§ Problem to solve: Work out how many lines in the entries contain the string "Fuente", and give nothing but that number.

§ Source information:
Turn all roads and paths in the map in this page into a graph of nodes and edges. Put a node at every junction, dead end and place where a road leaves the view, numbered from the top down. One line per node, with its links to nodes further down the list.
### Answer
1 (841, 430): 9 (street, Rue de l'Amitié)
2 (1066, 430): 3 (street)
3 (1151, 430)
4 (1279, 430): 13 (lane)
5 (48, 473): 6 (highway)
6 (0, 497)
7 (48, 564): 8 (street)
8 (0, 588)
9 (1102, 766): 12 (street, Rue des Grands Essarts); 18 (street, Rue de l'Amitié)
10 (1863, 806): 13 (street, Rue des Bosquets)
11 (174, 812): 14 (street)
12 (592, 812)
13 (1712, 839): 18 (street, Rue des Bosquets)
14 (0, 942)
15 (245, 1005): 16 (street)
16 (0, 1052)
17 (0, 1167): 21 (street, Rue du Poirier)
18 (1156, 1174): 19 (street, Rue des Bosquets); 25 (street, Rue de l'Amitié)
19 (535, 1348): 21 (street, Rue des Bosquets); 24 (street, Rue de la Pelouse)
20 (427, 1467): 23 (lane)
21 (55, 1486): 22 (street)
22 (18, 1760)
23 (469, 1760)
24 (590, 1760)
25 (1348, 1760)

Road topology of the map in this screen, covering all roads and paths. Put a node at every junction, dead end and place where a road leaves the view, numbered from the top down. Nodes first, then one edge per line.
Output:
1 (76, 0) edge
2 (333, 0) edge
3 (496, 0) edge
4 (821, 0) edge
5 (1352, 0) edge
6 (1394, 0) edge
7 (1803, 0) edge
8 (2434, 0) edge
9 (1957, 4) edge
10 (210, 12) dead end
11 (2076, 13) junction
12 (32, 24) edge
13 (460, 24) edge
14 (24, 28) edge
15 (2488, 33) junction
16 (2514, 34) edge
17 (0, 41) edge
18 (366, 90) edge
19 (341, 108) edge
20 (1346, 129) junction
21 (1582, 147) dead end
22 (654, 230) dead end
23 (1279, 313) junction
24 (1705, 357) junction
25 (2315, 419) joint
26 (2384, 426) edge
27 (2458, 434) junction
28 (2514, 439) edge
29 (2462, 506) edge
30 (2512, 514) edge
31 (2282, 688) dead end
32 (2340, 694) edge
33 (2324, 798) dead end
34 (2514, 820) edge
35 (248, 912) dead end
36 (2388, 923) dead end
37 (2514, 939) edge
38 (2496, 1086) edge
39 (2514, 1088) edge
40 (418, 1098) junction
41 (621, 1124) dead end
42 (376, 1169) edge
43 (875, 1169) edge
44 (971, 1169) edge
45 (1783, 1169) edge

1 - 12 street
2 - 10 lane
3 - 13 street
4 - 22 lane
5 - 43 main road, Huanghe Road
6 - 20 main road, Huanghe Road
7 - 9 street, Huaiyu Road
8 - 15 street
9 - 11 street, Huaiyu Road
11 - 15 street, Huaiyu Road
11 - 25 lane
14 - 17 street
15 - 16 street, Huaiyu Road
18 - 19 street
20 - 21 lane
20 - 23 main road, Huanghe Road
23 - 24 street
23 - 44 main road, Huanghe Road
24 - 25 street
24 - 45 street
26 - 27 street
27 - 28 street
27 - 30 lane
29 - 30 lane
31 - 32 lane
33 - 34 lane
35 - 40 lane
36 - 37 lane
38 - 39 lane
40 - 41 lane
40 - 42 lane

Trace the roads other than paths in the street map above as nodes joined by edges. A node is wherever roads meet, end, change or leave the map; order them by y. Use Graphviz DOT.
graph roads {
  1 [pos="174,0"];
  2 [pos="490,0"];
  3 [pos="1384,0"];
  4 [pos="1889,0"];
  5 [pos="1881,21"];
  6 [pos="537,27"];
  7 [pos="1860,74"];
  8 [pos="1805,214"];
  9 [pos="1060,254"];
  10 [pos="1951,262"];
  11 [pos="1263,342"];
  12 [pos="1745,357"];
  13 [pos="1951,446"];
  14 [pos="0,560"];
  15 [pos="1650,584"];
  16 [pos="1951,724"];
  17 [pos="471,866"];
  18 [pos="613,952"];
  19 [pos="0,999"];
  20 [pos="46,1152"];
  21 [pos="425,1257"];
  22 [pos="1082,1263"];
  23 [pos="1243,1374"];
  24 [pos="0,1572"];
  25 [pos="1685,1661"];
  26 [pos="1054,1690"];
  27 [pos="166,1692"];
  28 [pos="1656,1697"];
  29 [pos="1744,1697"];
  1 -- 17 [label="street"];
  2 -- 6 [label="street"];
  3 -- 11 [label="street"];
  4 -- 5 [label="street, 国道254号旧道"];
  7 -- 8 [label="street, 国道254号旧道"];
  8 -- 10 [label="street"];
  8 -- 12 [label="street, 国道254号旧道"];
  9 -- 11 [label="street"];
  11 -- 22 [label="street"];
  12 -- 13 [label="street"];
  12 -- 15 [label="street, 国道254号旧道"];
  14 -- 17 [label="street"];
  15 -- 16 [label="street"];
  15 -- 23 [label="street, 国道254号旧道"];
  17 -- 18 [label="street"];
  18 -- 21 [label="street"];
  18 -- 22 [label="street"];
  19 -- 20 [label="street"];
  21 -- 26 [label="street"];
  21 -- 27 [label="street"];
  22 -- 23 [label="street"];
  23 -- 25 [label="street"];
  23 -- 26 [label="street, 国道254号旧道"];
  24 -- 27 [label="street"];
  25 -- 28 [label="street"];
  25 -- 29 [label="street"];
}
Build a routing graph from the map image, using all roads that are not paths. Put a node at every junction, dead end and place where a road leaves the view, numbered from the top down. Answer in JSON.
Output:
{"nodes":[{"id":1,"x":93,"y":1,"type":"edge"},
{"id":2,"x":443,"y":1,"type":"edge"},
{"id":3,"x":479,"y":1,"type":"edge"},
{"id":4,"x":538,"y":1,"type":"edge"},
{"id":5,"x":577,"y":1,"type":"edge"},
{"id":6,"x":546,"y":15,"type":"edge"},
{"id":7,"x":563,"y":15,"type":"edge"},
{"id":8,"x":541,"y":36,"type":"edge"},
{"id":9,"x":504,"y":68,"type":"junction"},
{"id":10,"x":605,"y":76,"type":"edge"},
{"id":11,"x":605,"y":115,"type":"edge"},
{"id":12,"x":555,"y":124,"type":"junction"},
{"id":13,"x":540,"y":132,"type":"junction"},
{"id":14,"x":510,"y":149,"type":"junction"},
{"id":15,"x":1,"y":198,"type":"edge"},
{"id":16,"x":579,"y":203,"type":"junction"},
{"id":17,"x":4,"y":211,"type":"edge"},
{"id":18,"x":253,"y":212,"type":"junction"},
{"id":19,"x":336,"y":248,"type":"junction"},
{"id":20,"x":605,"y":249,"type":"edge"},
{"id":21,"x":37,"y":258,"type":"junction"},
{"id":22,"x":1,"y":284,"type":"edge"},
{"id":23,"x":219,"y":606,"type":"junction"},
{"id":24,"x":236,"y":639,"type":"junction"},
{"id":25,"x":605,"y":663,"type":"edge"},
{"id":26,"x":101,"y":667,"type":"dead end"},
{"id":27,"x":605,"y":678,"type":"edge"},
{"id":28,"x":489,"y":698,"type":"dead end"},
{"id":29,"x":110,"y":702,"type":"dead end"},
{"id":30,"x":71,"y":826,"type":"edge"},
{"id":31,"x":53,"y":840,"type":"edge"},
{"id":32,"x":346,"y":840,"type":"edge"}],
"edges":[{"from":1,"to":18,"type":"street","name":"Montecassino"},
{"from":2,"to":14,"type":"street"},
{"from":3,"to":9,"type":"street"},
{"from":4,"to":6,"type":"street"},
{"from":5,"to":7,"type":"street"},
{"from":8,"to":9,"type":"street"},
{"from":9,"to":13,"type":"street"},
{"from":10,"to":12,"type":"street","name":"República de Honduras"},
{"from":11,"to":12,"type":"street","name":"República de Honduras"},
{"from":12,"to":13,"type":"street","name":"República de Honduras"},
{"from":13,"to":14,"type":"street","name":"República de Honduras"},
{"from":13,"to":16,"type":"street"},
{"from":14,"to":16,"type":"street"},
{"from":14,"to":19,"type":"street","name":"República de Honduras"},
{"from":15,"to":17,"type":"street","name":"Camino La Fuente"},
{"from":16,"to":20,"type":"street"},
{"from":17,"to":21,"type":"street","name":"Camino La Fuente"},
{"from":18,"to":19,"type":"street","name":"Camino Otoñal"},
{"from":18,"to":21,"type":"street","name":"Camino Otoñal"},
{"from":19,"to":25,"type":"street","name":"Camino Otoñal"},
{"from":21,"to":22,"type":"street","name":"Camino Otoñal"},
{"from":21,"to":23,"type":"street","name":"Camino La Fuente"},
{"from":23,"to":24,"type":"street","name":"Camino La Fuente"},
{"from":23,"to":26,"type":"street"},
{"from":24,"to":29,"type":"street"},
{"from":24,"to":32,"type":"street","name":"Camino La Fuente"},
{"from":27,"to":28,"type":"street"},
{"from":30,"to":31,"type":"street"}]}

§ Response to the task: 5